Montségur, 1201
Andriescu, prends ta selle…
Radu envoya encore quelques bourrades jusqu’à ce
que le prisonnier se retrouve sur le ventre. Le nommé Andriescu étant descendu
de son cheval, il sortit une lanière de cuir de son sac de selle et la tendit à
son compagnon. Radu entrava alors les mains de l’homme dans son dos, serrant le
lien jusqu’à faire saigner les poignets.
Pendant ce temps, Andriescu détachait les sangles
et les sacoches du bât. Puis il saisit la lourde selle de bois recouverte de
cuir et, s’approchant du prisonnier, il la lui posa sur le dos, comme s’il
était un cheval. Ensuite il s’assit dessus afin de l’empêcher de bouger.
Dragu avait repéré un endroit où le sol paraissait
meuble. Avec un large couteau qu’il portait en travers du torse, il entreprit
de creuser un trou. Radu vint l’aider, puisque le prisonnier ne pouvait pas
bouger. Ils firent ainsi une fosse d’environ deux pieds, puis rassemblèrent des
pierres.
Le prisonnier pleurnichait et suppliait en
gémissant, épouvanté à l’idée de ce qui allait lui arriver.
Toujours sur son cheval, le comte Dracul regardait
la scène, le visage d’une incroyable dureté.
— Tu vas subir le supplice des voleurs,
l’empalement, dit-il quand tout fut prêt, mais tu peux encore éviter la douleur
en disant la vérité.
— Pitié ! hurla le malheureux.
De façon hachée et désordonnée, il raconta comment
il avait commis le vol, pendant la chasse du lendemain de Pâques. Il était
tellement terrorisé, qu’il poursuivit en avouant tous les autres méfaits qu’il
avait commis. Et comme Dracul ne disait rien, il chercha d’ultimes confessions
à faire et en vint à Conrad de Tannhäuser, dont il décrivit la fin.
Mais à part ce dernier crime, il n’apprit rien
d’intéressant au compte Dracul qui fit signe à Radu de commencer.

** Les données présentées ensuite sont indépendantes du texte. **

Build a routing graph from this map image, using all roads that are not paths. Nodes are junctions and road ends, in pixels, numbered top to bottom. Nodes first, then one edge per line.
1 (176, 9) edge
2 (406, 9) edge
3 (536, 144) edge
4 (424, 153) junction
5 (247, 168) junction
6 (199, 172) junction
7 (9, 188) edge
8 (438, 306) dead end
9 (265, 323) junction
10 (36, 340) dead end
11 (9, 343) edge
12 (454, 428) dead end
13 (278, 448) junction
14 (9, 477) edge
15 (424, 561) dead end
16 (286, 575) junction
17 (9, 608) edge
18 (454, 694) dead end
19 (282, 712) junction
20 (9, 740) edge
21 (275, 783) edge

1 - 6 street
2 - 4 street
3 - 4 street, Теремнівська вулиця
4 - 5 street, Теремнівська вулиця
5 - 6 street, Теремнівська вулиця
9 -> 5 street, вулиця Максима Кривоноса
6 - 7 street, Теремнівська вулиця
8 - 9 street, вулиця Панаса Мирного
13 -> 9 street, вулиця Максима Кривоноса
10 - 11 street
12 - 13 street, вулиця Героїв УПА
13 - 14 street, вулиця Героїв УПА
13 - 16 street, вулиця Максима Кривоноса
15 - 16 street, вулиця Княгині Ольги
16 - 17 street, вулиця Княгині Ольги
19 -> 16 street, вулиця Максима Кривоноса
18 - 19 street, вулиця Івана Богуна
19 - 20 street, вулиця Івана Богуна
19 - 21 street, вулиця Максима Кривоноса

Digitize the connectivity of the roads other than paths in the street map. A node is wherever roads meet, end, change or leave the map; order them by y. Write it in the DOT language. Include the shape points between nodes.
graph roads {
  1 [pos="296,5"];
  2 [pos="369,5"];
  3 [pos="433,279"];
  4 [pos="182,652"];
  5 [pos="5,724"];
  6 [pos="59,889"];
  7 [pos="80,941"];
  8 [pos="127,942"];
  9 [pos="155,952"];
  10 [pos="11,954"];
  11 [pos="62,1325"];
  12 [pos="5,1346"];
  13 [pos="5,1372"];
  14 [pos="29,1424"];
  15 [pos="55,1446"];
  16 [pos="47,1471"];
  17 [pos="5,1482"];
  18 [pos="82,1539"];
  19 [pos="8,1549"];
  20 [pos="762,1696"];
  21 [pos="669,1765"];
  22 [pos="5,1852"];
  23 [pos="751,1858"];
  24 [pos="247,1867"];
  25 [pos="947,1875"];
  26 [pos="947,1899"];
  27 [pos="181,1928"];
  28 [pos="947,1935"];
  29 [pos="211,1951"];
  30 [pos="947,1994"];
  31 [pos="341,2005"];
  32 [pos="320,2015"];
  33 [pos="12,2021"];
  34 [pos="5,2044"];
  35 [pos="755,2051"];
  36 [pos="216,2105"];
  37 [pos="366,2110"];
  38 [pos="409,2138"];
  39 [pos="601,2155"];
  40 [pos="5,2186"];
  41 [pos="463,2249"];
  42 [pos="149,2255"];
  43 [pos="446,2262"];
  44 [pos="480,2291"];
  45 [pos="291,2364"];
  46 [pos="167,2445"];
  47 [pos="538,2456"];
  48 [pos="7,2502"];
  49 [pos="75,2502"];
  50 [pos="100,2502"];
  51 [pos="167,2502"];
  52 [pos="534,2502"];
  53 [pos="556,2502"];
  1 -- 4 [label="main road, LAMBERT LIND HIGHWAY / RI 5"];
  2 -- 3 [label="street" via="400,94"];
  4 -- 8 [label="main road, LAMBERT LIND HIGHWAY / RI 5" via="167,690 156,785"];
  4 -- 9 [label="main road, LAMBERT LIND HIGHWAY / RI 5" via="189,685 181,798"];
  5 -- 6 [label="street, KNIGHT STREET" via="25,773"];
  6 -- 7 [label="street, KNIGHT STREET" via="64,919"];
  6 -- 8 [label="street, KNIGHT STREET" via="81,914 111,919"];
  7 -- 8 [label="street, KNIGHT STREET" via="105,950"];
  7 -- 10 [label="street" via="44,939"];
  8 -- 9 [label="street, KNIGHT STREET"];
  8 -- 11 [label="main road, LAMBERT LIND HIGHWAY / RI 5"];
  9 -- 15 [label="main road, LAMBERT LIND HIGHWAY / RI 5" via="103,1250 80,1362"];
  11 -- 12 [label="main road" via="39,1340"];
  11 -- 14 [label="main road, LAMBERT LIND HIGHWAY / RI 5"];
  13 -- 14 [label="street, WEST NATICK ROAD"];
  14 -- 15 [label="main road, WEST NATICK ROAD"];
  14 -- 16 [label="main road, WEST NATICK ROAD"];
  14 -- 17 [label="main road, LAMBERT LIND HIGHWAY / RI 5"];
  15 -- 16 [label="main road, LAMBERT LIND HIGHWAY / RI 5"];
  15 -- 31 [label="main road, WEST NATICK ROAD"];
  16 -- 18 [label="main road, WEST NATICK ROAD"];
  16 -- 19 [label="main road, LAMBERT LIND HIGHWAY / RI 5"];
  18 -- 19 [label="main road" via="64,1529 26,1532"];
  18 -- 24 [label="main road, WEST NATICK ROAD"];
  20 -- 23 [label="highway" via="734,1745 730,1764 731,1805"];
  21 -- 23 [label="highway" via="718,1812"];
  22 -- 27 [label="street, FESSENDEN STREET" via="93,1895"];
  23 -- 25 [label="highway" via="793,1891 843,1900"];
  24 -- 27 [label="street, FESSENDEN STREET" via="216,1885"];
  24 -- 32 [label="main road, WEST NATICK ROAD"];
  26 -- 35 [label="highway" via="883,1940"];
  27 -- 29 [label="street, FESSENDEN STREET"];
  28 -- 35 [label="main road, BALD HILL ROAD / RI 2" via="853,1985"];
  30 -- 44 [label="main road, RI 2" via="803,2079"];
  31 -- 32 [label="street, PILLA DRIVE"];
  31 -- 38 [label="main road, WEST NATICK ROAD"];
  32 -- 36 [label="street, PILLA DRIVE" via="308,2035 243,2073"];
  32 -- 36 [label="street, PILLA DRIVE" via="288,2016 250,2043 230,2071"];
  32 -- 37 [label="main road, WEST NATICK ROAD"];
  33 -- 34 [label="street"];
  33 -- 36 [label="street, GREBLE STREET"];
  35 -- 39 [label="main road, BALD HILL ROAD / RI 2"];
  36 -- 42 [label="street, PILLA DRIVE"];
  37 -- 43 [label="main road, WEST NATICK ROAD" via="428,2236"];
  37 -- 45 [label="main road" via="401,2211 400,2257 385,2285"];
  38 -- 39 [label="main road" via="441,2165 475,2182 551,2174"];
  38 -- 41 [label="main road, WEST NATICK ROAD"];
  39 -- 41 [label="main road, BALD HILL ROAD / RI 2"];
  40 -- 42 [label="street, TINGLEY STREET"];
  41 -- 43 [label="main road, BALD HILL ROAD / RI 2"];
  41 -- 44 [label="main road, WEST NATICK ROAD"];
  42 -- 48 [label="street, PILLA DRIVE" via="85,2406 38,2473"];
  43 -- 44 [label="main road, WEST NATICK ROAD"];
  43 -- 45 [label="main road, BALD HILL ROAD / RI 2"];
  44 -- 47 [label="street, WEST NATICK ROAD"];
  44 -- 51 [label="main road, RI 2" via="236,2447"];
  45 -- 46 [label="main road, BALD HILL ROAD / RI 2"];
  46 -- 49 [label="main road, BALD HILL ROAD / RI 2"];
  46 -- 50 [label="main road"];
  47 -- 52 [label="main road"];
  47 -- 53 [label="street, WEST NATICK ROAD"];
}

Radu avait préparé une autre lanière qu’il passa
autour de la tête du supplicié. Elle lui pénétrait dans la bouche, la forçant à
rester ouverte et empêchant le malheureux de hurler. Il la serra, puis il
appuya fortement sur le cou. Andriescu était allé détacher une des masses
d’armes, sur un cheval, tandis que Dragu se mettait entre les jambes du
prisonnier où il présenta la pointe arrondie du pieu devant son fondement.
À l’autre bout, Andriescu frappa alors sur le pal
avec la masse, l’enfonçant dans les entrailles.
Le prisonnier se raidit dans une convulsion. Il
tenta en vain de hurler tandis que sortait un flot de sang de son ventre. Puis
il s’évanouit de douleur.
Andriescu frappa alors encore plusieurs fois,
faisant pénétrer le pal de près d’un pied. Ensuite les trois valaques
relevèrent le corps sanguinolent et le transportèrent par le pal qu’ils
plantèrent dans le trou préparé. Ils le rebouchèrent avec les cailloux et de la
terre pour que le pieu reste bien droit.
Les pieds du supplicié étaient à deux pieds du
sol. Le poids de son corps ferait progressivement et lentement pénétrer le pal
qui finirait par ressortir sous l’aisselle, au niveau du menton ou de la bouche,
au bout d’un jour ou deux.
Ce serait le temps nécessaire pour que la
délivrance de la mort arrive, car entre-temps, le voleur aurait repris
conscience et souffrirait toutes les douleurs de l’enfer.
Andriescu récupéra la selle avec indifférence, resangla
le cheval et raccrocha la masse. Les quatre cavaliers s’enfoncèrent dans la
forêt.
Guilhem n’était pas surpris. Après le gémissement,
il s’attendait à découvrir quelque supplicié et il craignait que ce soient les
femmes. C’est donc avec soulagement qu’il vit que le mort était un homme.
Par contre, Wolfram et Alaric restèrent stupéfiés
par ce nouveau crime. Non par l’horreur de ce qu’ils voyaient, car ils avaient
connu la violence des batailles et ils connaissaient les tourments que les
vainqueurs aimaient à pratiquer sur les vaincus, mais parce qu’ils ne
comprenaient pas.
Quant à Sanceline, qui s’approcha la dernière,
elle éprouva une épouvante sans nom.
— Au moins, on sait que le comte Dracul est
passé par là, remarqua Guilhem d’un ton égal.
Derrière la chapelle en construction et la cahute,
la forêt n’avait pas été défrichée. L’ermite n’avait débroussaillé et déboisé
qu’un petit jardin.
— Il faut soigner cet homme, décida
Sanceline, s’apprêtant à descendre de cheval.